ASSIGNMENT:
Starting with the first line and ending with the last, copy the entries word for word.

PROVIDED DATA:
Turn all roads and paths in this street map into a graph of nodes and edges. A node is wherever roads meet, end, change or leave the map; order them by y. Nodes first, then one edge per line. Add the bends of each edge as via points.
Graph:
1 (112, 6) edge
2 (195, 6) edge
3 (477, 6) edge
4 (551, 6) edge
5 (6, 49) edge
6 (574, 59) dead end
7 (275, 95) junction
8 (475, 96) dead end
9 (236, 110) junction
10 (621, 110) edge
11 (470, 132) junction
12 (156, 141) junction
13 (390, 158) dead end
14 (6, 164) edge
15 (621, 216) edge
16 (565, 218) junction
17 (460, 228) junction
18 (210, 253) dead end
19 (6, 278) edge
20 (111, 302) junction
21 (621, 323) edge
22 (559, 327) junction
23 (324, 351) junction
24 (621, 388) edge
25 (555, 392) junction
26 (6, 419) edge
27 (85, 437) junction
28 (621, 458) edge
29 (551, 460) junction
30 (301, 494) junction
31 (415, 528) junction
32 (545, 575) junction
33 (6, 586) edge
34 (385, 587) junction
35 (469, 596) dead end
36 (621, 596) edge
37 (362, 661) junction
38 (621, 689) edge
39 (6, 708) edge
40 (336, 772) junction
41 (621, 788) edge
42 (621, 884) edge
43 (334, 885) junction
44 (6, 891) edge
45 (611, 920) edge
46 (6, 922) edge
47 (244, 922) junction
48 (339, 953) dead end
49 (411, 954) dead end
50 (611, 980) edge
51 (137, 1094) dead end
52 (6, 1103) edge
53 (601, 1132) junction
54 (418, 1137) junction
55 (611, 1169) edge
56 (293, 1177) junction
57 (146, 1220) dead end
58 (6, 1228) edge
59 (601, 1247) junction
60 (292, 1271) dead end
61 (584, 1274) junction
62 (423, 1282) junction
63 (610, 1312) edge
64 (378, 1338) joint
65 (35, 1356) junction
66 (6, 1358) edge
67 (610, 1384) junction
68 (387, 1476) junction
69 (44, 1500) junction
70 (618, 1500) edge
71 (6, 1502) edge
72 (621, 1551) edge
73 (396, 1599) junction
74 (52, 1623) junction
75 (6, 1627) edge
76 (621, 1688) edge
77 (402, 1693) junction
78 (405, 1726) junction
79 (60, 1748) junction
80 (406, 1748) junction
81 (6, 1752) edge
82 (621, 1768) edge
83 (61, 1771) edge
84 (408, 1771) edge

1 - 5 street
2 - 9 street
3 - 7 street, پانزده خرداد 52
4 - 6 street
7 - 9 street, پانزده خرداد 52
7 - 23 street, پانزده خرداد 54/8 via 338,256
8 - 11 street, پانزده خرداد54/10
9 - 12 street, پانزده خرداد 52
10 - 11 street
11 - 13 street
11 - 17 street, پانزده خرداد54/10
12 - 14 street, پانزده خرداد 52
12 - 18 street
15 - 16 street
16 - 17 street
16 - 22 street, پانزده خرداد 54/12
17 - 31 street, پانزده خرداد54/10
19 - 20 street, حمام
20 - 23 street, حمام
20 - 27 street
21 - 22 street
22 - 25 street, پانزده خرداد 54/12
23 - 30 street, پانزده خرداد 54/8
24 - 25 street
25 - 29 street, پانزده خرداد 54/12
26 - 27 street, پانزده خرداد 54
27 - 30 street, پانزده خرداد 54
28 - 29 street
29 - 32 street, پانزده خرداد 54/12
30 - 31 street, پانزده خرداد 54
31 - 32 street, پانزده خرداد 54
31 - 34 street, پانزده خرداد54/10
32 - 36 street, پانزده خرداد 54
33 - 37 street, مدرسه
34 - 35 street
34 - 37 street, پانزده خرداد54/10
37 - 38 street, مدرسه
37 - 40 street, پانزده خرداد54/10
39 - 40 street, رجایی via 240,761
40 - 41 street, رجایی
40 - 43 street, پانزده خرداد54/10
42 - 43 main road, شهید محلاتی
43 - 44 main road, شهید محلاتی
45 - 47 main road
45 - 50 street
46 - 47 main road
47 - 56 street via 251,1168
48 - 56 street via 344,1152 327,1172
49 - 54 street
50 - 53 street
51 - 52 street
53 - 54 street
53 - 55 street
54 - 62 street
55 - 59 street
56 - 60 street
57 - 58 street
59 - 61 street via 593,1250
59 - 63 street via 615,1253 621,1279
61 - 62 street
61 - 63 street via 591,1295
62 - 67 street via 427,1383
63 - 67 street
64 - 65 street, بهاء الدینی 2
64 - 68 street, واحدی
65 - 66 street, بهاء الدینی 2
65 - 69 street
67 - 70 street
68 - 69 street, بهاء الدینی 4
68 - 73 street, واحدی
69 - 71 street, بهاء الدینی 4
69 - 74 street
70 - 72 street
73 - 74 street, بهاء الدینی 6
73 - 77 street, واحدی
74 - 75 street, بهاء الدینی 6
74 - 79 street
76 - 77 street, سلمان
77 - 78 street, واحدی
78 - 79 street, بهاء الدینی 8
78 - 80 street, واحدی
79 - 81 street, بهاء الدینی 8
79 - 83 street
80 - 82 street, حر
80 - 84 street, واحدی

RESULT FOR THIS TASK:
Turn all roads and paths in this street map into a graph of nodes and edges. A node is wherever roads meet, end, change or leave the map; order them by y. Nodes first, then one edge per line. Add the bends of each edge as via points.
Graph:
1 (112, 6) edge
2 (195, 6) edge
3 (477, 6) edge
4 (551, 6) edge
5 (6, 49) edge
6 (574, 59) dead end
7 (275, 95) junction
8 (475, 96) dead end
9 (236, 110) junction
10 (621, 110) edge
11 (470, 132) junction
12 (156, 141) junction
13 (390, 158) dead end
14 (6, 164) edge
15 (621, 216) edge
16 (565, 218) junction
17 (460, 228) junction
18 (210, 253) dead end
19 (6, 278) edge
20 (111, 302) junction
21 (621, 323) edge
22 (559, 327) junction
23 (324, 351) junction
24 (621, 388) edge
25 (555, 392) junction
26 (6, 419) edge
27 (85, 437) junction
28 (621, 458) edge
29 (551, 460) junction
30 (301, 494) junction
31 (415, 528) junction
32 (545, 575) junction
33 (6, 586) edge
34 (385, 587) junction
35 (469, 596) dead end
36 (621, 596) edge
37 (362, 661) junction
38 (621, 689) edge
39 (6, 708) edge
40 (336, 772) junction
41 (621, 788) edge
42 (621, 884) edge
43 (334, 885) junction
44 (6, 891) edge
45 (611, 920) edge
46 (6, 922) edge
47 (244, 922) junction
48 (339, 953) dead end
49 (411, 954) dead end
50 (611, 980) edge
51 (137, 1094) dead end
52 (6, 1103) edge
53 (601, 1132) junction
54 (418, 1137) junction
55 (611, 1169) edge
56 (293, 1177) junction
57 (146, 1220) dead end
58 (6, 1228) edge
59 (601, 1247) junction
60 (292, 1271) dead end
61 (584, 1274) junction
62 (423, 1282) junction
63 (610, 1312) edge
64 (378, 1338) joint
65 (35, 1356) junction
66 (6, 1358) edge
67 (610, 1384) junction
68 (387, 1476) junction
69 (44, 1500) junction
70 (618, 1500) edge
71 (6, 1502) edge
72 (621, 1551) edge
73 (396, 1599) junction
74 (52, 1623) junction
75 (6, 1627) edge
76 (621, 1688) edge
77 (402, 1693) junction
78 (405, 1726) junction
79 (60, 1748) junction
80 (406, 1748) junction
81 (6, 1752) edge
82 (621, 1768) edge
83 (61, 1771) edge
84 (408, 1771) edge

1 - 5 street
2 - 9 street
3 - 7 street, پانزده خرداد 52
4 - 6 street
7 - 9 street, پانزده خرداد 52
7 - 23 street, پانزده خرداد 54/8 via 338,256
8 - 11 street, پانزده خرداد54/10
9 - 12 street, پانزده خرداد 52
10 - 11 street
11 - 13 street
11 - 17 street, پانزده خرداد54/10
12 - 14 street, پانزده خرداد 52
12 - 18 street
15 - 16 street
16 - 17 street
16 - 22 street, پانزده خرداد 54/12
17 - 31 street, پانزده خرداد54/10
19 - 20 street, حمام
20 - 23 street, حمام
20 - 27 street
21 - 22 street
22 - 25 street, پانزده خرداد 54/12
23 - 30 street, پانزده خرداد 54/8
24 - 25 street
25 - 29 street, پانزده خرداد 54/12
26 - 27 street, پانزده خرداد 54
27 - 30 street, پانزده خرداد 54
28 - 29 street
29 - 32 street, پانزده خرداد 54/12
30 - 31 street, پانزده خرداد 54
31 - 32 street, پانزده خرداد 54
31 - 34 street, پانزده خرداد54/10
32 - 36 street, پانزده خرداد 54
33 - 37 street, مدرسه
34 - 35 street
34 - 37 street, پانزده خرداد54/10
37 - 38 street, مدرسه
37 - 40 street, پانزده خرداد54/10
39 - 40 street, رجایی via 240,761
40 - 41 street, رجایی
40 - 43 street, پانزده خرداد54/10
42 - 43 main road, شهید محلاتی
43 - 44 main road, شهید محلاتی
45 - 47 main road
45 - 50 street
46 - 47 main road
47 - 56 street via 251,1168
48 - 56 street via 344,1152 327,1172
49 - 54 street
50 - 53 street
51 - 52 street
53 - 54 street
53 - 55 street
54 - 62 street
55 - 59 street
56 - 60 street
57 - 58 street
59 - 61 street via 593,1250
59 - 63 street via 615,1253 621,1279
61 - 62 street
61 - 63 street via 591,1295
62 - 67 street via 427,1383
63 - 67 street
64 - 65 street, بهاء الدینی 2
64 - 68 street, واحدی
65 - 66 street, بهاء الدینی 2
65 - 69 street
67 - 70 street
68 - 69 street, بهاء الدینی 4
68 - 73 street, واحدی
69 - 71 street, بهاء الدینی 4
69 - 74 street
70 - 72 street
73 - 74 street, بهاء الدینی 6
73 - 77 street, واحدی
74 - 75 street, بهاء الدینی 6
74 - 79 street
76 - 77 street, سلمان
77 - 78 street, واحدی
78 - 79 street, بهاء الدینی 8
78 - 80 street, واحدی
79 - 81 street, بهاء الدینی 8
79 - 83 street
80 - 82 street, حر
80 - 84 street, واحدی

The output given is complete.